” Cast Away ” Review 

Cast Away

” Cast Away ” Review 

 

Genre: Adventure/Drama

Director: Robert Zemeckis

Notable Actors: Tom Hanks, Helen Hunt.

Released back in 2000, Cast Away is an Adventure/Drama film based on Chuck Noland, a FedEx employee who is more than devoted to his everyday job. His routine based life takes a drastic turn when the plane carrying him and three other colleagues crashes into the Pacific and Chuck ends up being the only survivor at a remote island. After a tumultuous four years at the island, the time taking its toll on Chuck both physically and psychologically, he gets to finally escape from the island and return to his normal life, only to realize that even though nothing much was out of the ordinary, everything had changed. 

 

The greatest accomplishment of the movie was probably in its cinematography.
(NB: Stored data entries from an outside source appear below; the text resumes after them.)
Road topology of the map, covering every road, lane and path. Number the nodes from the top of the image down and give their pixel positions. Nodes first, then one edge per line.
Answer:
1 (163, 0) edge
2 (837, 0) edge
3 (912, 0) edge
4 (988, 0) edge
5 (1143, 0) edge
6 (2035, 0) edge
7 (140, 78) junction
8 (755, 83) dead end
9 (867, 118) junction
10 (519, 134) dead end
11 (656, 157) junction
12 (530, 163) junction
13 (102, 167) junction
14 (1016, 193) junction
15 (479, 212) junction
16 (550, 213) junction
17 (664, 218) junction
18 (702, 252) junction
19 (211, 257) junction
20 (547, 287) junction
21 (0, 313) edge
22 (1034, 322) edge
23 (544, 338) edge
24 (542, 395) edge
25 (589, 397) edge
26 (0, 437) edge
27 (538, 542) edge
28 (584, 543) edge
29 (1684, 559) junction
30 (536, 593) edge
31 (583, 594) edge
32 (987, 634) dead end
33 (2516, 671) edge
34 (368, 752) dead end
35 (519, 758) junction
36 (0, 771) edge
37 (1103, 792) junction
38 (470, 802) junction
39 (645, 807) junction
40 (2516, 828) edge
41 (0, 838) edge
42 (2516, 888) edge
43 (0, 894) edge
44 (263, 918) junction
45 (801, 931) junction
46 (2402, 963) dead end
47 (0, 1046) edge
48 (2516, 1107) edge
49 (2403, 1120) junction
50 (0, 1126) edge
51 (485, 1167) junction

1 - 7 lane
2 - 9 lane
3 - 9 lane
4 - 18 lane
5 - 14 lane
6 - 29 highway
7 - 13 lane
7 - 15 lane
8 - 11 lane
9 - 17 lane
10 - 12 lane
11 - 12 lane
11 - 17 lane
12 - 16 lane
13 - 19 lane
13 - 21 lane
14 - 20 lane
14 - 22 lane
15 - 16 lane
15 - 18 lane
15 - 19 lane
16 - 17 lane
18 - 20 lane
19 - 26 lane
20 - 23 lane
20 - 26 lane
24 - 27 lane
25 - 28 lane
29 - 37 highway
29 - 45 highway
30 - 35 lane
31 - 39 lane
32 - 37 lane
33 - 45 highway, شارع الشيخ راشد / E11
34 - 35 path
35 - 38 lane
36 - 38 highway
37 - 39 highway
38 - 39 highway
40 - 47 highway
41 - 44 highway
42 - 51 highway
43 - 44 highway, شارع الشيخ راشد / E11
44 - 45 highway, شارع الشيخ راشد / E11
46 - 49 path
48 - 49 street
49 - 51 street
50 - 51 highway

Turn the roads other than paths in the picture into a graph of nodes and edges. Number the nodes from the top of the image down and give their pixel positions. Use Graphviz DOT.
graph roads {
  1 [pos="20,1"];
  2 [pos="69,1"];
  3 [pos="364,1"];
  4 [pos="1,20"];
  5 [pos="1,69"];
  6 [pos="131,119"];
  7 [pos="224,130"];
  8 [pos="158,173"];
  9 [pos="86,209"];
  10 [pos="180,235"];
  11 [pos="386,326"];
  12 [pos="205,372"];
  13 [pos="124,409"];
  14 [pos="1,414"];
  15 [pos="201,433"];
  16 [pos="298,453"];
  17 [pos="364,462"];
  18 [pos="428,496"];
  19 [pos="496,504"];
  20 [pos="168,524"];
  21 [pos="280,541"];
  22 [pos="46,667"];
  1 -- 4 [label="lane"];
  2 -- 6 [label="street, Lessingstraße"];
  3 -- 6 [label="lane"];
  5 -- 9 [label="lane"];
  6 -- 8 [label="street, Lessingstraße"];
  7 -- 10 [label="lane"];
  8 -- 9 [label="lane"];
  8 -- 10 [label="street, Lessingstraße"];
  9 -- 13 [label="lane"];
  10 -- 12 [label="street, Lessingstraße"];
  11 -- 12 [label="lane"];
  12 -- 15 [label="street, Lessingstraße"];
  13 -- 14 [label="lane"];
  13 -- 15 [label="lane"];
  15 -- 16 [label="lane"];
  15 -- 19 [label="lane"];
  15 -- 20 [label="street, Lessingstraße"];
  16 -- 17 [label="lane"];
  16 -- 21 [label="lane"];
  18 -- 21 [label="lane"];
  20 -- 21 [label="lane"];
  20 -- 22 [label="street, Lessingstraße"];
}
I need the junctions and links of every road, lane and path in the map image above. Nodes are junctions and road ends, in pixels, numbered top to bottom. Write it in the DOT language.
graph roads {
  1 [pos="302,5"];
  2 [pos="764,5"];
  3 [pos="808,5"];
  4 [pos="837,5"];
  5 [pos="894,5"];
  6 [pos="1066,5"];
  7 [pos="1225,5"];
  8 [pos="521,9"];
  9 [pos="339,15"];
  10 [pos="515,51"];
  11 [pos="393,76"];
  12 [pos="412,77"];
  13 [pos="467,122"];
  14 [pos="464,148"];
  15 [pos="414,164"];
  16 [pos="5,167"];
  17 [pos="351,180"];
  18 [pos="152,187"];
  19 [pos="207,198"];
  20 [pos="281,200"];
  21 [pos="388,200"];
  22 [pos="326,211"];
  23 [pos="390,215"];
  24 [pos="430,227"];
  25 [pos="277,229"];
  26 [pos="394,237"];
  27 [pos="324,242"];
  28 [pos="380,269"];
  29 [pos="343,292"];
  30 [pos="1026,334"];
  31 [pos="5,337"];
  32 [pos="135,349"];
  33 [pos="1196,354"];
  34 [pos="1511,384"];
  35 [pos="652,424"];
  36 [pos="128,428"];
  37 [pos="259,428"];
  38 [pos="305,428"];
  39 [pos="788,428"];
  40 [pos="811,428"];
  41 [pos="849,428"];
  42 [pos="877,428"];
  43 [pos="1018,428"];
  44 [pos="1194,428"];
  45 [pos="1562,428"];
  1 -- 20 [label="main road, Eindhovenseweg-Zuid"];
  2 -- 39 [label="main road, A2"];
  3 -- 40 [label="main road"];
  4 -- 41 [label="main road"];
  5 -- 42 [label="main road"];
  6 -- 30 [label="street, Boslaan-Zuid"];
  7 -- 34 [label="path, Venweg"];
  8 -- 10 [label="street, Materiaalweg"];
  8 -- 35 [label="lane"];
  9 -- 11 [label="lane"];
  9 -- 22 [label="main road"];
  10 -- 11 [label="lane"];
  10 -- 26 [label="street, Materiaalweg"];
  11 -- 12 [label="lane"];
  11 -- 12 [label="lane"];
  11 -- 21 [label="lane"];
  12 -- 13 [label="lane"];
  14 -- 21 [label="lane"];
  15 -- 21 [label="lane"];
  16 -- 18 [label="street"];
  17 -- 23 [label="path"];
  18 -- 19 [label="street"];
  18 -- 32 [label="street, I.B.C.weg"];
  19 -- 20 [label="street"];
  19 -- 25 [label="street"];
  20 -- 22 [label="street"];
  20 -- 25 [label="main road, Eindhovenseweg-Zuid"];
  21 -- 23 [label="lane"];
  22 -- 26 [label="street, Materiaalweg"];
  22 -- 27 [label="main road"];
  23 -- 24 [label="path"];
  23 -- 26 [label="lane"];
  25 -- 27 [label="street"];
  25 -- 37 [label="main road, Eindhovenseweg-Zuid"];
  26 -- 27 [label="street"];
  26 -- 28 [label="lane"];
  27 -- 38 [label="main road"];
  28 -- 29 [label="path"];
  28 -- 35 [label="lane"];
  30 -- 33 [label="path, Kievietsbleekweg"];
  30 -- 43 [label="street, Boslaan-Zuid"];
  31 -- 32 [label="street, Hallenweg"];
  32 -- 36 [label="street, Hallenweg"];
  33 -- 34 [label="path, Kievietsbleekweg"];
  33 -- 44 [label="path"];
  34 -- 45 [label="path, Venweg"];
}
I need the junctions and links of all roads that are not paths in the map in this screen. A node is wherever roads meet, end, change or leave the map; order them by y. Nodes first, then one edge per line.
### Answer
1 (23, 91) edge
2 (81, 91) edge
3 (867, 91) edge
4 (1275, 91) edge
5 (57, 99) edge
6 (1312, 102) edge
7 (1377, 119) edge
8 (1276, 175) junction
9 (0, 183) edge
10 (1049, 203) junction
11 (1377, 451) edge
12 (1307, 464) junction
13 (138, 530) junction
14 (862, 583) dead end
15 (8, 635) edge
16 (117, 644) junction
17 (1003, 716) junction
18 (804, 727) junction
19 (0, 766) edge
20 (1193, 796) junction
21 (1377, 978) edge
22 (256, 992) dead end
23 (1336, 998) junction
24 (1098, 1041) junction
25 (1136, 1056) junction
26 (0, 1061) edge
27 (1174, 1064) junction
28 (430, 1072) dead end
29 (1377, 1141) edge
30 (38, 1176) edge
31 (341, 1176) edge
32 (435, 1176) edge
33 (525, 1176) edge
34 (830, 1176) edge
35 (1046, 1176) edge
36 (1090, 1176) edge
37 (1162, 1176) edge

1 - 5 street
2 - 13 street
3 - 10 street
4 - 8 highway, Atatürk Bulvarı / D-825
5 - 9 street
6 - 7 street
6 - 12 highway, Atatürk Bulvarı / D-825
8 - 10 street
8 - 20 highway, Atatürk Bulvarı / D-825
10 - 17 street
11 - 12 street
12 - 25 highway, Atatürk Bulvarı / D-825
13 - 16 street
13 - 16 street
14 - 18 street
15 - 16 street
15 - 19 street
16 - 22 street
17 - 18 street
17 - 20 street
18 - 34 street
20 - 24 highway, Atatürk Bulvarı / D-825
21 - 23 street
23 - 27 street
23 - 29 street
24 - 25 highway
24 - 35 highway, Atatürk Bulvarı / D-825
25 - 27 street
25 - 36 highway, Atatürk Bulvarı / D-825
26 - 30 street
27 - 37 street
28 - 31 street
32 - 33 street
The movie managed to beautifully showcase both the struggles of living amidst the harsh nature and then that very nature nurturing the wounded man. It felt really nice to see nature not as the villain but as a companion in Chuck’s journey; especially when we see the whale trying to help him instead of portraying the role of a big bad sea monster like most other movies. The movie also dives into a deeper part of human psychology when it reflects through Chuck and Wilson that – even in the depth of our despair and utmost loneliness, all we want is to share that experience with someone, anyone. Chuck goes out of his way to keep Wilson ‘alive’ at the island, including cutting himself on purpose to repaint Wilson using the blood. And that intimacy takes the final test when Chuck has to decide between letting go Wilson or to save his own life. Survival instincts win and he finally learns that to live is to move forward. The idea of which later becomes more prominent when the movie ends on a note of Chuck deciding to move forward in a new direction instead of his old stuck up life. 

 

Even though the movie certainly excels in some parts, at other times the movie ended up being too typical to say the least. It was hard to see Chuck’s time at the island and not sigh when inaccuracies like the fire getting built too close to the tent or him fainting off too close to the firepit happened. Even after Chuck’s return, we see a completely civilised version of him in just four weeks that does heavy injustice to the fact that he was in complete solitude for four long years. Not to mention the psychological discrepancies – none of which were later focused on. 

 

All in all, Cast Away is the type of film that one might watch to revisit the fact that even though it can be fatal, extreme solitude is among the very few things that helps to realise the true essence of life. That freedom comes neither from stability nor holding on to a lost cause, but in letting go and moving forward.